A tree that is around 1 foot diameter and 60 feet tall. Ignore taper for the measurement. 81,430 cubic inches of wood. A tree like that of pine would be around 1,600 pounds.

Now turn the tree into pulp to make paper. Half the tree is no good for making paper (knots, lignin, etc). So 850 pounds of paper. A tree could then produce around 80,500 sheets of computer paper. A book’s pages are half that size, or 161,000 sheets. Your books might be around 400 pages (200 sheets). So a tree would be around 805 books.

Now we ignored taper, so lets say 700 books, or even 650. Or we could imagine a taller tree that we took 60 feet off of.

I have probably a few thousand books, but I have relatively lot of books. So I have 2 or 3 trees worth of books. But then, almost all of my books I got second hand, so those books would be cut in half or more for paper use (if we figured everyone else into our math). A lot of them came from libraries, so dozens or hundreds of people used them before I got them. When I no longer have them, someone else can have them. Books last hundreds of years. I have some that are a hundred years old. So that’s cutting down the tree cost a lot. A tree could probably grow back by then, too.

But even if I used 2-3 trees for my books, I would be fine with that. Would you? Answer on our Facebook post.

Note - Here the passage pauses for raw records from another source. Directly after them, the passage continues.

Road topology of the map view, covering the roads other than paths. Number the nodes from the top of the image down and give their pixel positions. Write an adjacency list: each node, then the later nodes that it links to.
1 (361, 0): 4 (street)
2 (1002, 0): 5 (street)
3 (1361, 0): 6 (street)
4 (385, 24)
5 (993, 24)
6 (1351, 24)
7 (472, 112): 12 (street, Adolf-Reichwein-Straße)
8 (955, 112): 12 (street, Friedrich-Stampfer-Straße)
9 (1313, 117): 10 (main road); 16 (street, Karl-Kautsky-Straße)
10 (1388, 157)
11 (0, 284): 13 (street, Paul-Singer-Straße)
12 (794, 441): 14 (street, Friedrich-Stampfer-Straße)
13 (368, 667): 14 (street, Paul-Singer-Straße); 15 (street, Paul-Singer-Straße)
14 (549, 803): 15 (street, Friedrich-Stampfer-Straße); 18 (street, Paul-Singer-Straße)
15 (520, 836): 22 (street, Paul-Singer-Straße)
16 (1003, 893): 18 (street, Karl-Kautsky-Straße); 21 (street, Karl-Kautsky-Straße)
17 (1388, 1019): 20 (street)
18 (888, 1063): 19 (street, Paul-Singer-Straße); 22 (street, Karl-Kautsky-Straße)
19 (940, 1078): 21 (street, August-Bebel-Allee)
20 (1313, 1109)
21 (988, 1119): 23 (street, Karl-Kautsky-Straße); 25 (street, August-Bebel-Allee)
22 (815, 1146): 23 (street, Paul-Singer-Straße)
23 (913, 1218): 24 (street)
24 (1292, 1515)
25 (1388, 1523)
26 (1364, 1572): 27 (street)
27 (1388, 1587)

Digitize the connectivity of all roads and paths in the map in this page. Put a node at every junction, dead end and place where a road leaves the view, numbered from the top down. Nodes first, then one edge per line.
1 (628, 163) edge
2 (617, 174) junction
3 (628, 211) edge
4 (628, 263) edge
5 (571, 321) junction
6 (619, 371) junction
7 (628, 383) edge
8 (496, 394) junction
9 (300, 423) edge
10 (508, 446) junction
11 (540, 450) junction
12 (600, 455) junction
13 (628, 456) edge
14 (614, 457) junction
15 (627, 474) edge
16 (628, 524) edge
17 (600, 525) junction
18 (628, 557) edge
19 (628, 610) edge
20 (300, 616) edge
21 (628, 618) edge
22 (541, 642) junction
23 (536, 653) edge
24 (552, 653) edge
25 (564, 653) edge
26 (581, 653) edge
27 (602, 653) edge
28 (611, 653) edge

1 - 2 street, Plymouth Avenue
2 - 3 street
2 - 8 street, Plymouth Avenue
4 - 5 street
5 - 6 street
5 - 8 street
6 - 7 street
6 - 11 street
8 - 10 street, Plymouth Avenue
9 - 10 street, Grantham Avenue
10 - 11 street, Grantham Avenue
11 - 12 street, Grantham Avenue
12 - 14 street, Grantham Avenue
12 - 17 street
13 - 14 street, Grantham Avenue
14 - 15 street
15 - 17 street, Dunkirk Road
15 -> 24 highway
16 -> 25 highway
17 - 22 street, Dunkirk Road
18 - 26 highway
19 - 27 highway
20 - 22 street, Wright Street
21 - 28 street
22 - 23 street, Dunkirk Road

A lot of people buy books that they have only interest in reading once (like romance novels, for example), so the cost may be higher, but these books get turned in to book stores and second hand stores and bought and are returned again and again, so the cost may actually be lower. Also, the value of these books to the economy is interesting, because they bring in money (several times) to charities like Salvation Army and small businesses like the always-troubled second-hand book store, with no additional cost to make or upkeep.